British model, muse and writer Laura Bailey talks to us about style, substance and her latest collaboration with Iris & Ink.
Founder of Loquet London, the model, writer and British socialite Laura Bailey is a veteran of the fashion world. She’s the cultural ambassador for the British Fashion Council and has featured in campaigns for the likes of Guess Jeans, L’Oreal, Marks & Spencer and Temperley over the years.
Her latest collaboration is an all-rounder capsule collection with The Outnet’s own Iris & Ink fashion label, a versatile range of seven outfits, from dark, chic dresses that can be dressed up for day or night and a killer, slim-cut, tuxedo-style suit. The chic, blonde, beautiful West London-based style maven gives us insight to about what’s inspiring her lately and staying calm in 2020.
Bailey also reveals how British creativity has fuelled her inimitable style and those items she really can’t live without.
You’re a fan of vintage fashion. Tell us about your favourite spots to source your best vintage finds.
Portobello Market forever, especially Friday mornings, Rellik W10 [vintage clothing store], my local charity shops and markets on my travels.
How would you describe your own style and how has it evolved over the years?
Tomboy princess meets Portobello chic. I’m so inspired by London’s eclectic creative forces, but would also say my style has become more minimal over the years, probably influenced by my need for speed and ease in a multitasking creative life.
There’s a very distinctive essence to British style that’s instantly recognisable – you’ll know this well from your ambassador role with the British Fashion Council. What for you is this essence and why does it stand out?
Individuality and innovation will always mark British style. This comes from the street, the art schools, the music. I’m constantly inspired by British culture – and my girlfriends.

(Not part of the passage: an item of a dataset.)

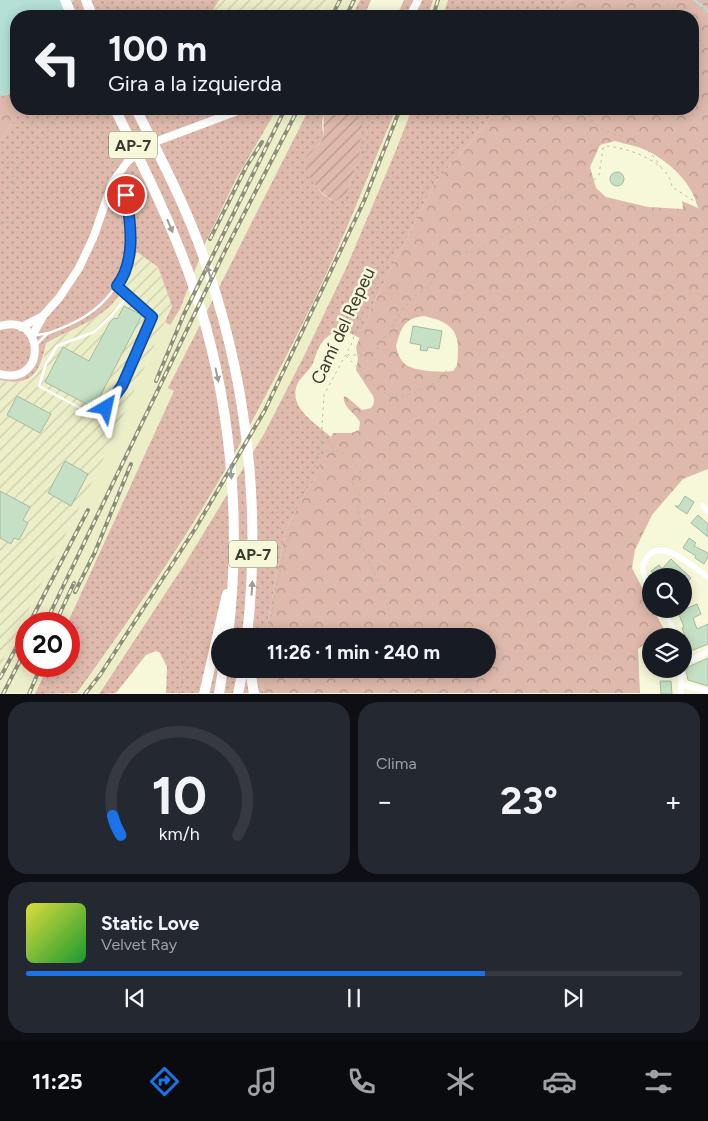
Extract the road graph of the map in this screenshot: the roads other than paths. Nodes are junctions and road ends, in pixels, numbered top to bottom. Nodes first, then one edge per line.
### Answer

So how did this collaboration with the Iris & Ink label come about?
I’m a long-time fan and customer of the Outnet and loved Julia Restoin Roitfeld’s Iris & Ink collab last year. So when I was approached to develop a capsule for winter 2021, I jumped at the creative challenge.
Tell us about the process of designing this capsule with Iris & Ink and the idea of making it a limited colour palette and versatile day-to-night pieces.
I simply wanted to create the forever pieces that I want to wear now. Beyond trends, investment pieces to style your way, classics with a twist in a timeless monochrome palette. I’m in a stage of refining and editing. I shop carefully and thoughtfully. And my life is extreme, between work and motherhood, travel and sport. I want my wardrobe to work hard day into night.
What excites you currently about British creativity in fashion, the arts and beyond?
Young designers and a refocus on craft and creativity. Although times are tough, there are some amazing shows currently on in London — Artemisia Gentileschi at the National Gallery and the upcoming Lynette Yiadom-Boakye show at the Tate.
What are your favourite places to go to for inspiration around London?
The Tate London and Tate Modern. The Serpentine – both the galleries and park life. Portobello Road and Whitechapel Gallery. Josh Wood Colour for beauty and so much more. I’m very much longing for theatres and our great institutions like the Royal Ballet at the Royal Opera House to reopen.
What lessons has modelling all these years taught you?
Collaboration and teamwork, empathy and acting/storytelling and an indescribable sensitivity to mood and morale – they’re all hugely useful behind the camera.
What’s the key to a fruitful creative collaboration? You’ve done several.
Straight talking and trust. A shared vision and creative collaboration.